Task requirements: Within the material below, locate the line with "Road topology of the map" and the line with "Road topology of this", then return those two lines and all lines between them, exactly as written.

# # # # #

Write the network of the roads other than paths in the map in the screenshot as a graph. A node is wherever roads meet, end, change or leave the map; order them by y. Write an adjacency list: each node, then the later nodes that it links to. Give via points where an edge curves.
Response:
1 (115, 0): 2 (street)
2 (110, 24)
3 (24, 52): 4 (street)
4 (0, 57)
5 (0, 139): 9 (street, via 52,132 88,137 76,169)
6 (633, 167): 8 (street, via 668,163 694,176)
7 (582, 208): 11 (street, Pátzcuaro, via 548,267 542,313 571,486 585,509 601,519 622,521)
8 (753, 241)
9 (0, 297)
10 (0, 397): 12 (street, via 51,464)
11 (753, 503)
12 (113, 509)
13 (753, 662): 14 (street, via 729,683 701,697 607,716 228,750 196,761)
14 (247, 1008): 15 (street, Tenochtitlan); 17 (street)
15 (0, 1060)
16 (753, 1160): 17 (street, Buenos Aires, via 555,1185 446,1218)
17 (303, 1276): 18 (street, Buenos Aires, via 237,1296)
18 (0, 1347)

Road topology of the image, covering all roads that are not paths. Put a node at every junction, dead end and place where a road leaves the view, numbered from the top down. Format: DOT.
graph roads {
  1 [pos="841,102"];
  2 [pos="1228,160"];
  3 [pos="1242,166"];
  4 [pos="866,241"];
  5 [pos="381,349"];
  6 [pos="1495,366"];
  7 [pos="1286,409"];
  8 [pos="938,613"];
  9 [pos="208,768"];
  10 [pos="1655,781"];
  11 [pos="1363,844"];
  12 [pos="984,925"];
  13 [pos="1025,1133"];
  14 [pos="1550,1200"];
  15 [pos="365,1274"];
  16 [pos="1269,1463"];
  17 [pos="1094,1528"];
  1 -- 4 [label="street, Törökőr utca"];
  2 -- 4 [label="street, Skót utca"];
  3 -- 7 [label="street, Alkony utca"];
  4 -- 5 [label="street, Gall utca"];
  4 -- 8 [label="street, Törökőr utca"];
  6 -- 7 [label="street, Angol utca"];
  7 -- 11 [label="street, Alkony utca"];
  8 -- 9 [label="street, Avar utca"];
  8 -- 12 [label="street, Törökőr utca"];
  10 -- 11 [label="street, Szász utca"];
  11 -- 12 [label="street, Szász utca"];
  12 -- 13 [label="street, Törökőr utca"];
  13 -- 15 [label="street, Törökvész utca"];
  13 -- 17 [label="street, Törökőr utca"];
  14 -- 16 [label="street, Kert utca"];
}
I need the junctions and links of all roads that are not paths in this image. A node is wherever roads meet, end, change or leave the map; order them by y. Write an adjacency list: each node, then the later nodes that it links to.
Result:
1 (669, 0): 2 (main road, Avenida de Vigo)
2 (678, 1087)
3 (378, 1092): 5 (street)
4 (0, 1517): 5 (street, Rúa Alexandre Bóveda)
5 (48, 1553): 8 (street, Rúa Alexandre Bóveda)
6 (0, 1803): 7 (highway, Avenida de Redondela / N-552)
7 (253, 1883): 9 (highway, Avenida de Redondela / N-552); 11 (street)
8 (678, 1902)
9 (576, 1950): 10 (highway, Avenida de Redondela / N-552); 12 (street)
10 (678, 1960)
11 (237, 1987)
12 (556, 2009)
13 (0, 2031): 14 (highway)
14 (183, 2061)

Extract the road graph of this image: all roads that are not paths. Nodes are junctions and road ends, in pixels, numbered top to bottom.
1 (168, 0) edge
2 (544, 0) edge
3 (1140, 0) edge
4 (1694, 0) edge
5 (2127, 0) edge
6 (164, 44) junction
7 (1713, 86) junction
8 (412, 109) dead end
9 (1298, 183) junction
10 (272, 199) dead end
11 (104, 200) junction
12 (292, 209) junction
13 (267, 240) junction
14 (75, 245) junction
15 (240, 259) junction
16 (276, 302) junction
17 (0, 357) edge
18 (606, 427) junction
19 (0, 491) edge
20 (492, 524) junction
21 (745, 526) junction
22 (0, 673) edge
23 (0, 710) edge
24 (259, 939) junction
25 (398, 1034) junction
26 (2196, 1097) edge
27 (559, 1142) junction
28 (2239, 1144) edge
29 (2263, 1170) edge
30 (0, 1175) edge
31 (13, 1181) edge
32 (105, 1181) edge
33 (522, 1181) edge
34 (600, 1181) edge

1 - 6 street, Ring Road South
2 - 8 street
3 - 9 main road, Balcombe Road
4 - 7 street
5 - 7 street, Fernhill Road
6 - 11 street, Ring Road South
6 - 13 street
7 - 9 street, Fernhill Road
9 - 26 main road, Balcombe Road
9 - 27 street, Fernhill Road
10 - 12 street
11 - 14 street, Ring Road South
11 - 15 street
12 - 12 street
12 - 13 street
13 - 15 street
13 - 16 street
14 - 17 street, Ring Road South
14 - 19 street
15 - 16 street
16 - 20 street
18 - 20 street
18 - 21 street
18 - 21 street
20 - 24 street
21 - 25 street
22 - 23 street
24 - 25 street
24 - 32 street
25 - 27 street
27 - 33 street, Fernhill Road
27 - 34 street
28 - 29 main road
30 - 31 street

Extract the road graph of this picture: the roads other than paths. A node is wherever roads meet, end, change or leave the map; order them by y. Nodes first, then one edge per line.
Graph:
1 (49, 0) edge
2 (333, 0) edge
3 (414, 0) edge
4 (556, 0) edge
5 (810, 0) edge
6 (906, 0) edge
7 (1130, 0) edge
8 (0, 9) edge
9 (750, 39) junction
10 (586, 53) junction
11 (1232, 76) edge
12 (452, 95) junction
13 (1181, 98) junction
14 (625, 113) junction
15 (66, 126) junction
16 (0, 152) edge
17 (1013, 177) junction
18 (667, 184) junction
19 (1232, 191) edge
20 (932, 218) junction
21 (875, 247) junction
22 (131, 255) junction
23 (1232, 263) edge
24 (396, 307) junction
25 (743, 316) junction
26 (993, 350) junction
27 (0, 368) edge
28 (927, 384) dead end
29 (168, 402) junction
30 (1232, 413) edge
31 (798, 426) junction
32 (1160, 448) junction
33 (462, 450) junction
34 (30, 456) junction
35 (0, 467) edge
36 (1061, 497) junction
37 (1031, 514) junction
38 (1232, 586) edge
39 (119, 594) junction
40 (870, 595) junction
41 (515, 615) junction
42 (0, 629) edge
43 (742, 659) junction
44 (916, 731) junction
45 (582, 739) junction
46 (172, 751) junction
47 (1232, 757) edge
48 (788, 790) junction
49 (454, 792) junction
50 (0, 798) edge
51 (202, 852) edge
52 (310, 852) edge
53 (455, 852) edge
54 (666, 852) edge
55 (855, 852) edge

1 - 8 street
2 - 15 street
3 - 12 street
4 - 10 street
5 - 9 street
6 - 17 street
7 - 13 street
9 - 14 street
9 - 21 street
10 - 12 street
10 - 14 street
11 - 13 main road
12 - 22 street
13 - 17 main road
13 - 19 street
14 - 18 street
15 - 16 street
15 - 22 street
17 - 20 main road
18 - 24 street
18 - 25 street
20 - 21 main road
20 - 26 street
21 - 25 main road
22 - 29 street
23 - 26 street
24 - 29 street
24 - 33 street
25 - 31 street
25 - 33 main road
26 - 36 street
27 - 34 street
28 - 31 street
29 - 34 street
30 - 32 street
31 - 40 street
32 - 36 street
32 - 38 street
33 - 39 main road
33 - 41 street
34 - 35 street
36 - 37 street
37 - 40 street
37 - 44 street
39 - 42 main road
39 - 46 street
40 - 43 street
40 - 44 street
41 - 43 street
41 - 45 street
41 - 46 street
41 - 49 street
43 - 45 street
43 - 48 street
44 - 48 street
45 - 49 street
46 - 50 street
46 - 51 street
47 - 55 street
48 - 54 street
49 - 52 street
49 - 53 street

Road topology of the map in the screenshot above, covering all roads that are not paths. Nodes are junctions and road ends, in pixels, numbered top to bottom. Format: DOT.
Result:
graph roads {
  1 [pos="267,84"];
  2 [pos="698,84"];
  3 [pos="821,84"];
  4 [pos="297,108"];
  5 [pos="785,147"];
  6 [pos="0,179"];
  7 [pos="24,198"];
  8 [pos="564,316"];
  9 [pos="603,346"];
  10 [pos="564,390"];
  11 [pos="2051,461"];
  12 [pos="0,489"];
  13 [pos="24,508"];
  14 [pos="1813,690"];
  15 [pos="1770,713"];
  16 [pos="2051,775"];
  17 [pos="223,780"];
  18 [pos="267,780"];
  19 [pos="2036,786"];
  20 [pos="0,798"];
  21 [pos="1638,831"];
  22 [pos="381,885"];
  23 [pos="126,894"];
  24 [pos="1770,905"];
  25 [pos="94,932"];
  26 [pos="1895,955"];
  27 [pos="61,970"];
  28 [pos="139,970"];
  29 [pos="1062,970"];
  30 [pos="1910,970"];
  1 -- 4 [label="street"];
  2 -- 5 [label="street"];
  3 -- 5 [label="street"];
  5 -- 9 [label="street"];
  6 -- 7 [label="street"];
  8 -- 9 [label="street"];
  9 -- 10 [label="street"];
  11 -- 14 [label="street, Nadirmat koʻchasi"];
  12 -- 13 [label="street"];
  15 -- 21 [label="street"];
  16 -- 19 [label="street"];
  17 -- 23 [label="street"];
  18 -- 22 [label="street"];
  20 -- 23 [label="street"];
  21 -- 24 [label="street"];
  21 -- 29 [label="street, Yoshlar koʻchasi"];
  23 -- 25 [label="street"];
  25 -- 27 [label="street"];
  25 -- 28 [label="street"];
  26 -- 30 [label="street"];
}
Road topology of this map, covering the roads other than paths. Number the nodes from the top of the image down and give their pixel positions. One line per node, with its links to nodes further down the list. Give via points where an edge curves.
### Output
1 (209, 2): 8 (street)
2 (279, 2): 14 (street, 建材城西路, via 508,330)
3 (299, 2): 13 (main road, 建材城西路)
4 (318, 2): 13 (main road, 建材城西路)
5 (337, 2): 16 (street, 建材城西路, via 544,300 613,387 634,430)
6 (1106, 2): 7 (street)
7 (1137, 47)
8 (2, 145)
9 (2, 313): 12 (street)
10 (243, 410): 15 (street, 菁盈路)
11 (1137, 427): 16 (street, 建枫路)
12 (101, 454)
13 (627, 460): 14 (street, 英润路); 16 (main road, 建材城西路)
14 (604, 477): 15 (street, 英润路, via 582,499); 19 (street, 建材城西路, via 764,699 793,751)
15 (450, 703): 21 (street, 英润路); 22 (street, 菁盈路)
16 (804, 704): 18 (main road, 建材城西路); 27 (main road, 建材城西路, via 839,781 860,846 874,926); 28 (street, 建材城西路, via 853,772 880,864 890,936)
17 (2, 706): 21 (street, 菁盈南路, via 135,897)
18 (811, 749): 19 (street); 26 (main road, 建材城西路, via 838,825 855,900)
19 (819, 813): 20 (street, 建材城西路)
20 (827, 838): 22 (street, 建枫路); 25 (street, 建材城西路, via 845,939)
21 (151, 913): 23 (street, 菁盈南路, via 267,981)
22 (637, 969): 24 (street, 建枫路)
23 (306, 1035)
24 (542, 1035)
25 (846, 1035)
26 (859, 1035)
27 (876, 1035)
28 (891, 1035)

# # # # #

Task solution:
Road topology of the map in the screenshot above, covering all roads that are not paths. Nodes are junctions and road ends, in pixels, numbered top to bottom. Format: DOT.
Result:
graph roads {
  1 [pos="267,84"];
  2 [pos="698,84"];
  3 [pos="821,84"];
  4 [pos="297,108"];
  5 [pos="785,147"];
  6 [pos="0,179"];
  7 [pos="24,198"];
  8 [pos="564,316"];
  9 [pos="603,346"];
  10 [pos="564,390"];
  11 [pos="2051,461"];
  12 [pos="0,489"];
  13 [pos="24,508"];
  14 [pos="1813,690"];
  15 [pos="1770,713"];
  16 [pos="2051,775"];
  17 [pos="223,780"];
  18 [pos="267,780"];
  19 [pos="2036,786"];
  20 [pos="0,798"];
  21 [pos="1638,831"];
  22 [pos="381,885"];
  23 [pos="126,894"];
  24 [pos="1770,905"];
  25 [pos="94,932"];
  26 [pos="1895,955"];
  27 [pos="61,970"];
  28 [pos="139,970"];
  29 [pos="1062,970"];
  30 [pos="1910,970"];
  1 -- 4 [label="street"];
  2 -- 5 [label="street"];
  3 -- 5 [label="street"];
  5 -- 9 [label="street"];
  6 -- 7 [label="street"];
  8 -- 9 [label="street"];
  9 -- 10 [label="street"];
  11 -- 14 [label="street, Nadirmat koʻchasi"];
  12 -- 13 [label="street"];
  15 -- 21 [label="street"];
  16 -- 19 [label="street"];
  17 -- 23 [label="street"];
  18 -- 22 [label="street"];
  20 -- 23 [label="street"];
  21 -- 24 [label="street"];
  21 -- 29 [label="street, Yoshlar koʻchasi"];
  23 -- 25 [label="street"];
  25 -- 27 [label="street"];
  25 -- 28 [label="street"];
  26 -- 30 [label="street"];
}
Road topology of this map, covering the roads other than paths. Number the nodes from the top of the image down and give their pixel positions. One line per node, with its links to nodes further down the list. Give via points where an edge curves.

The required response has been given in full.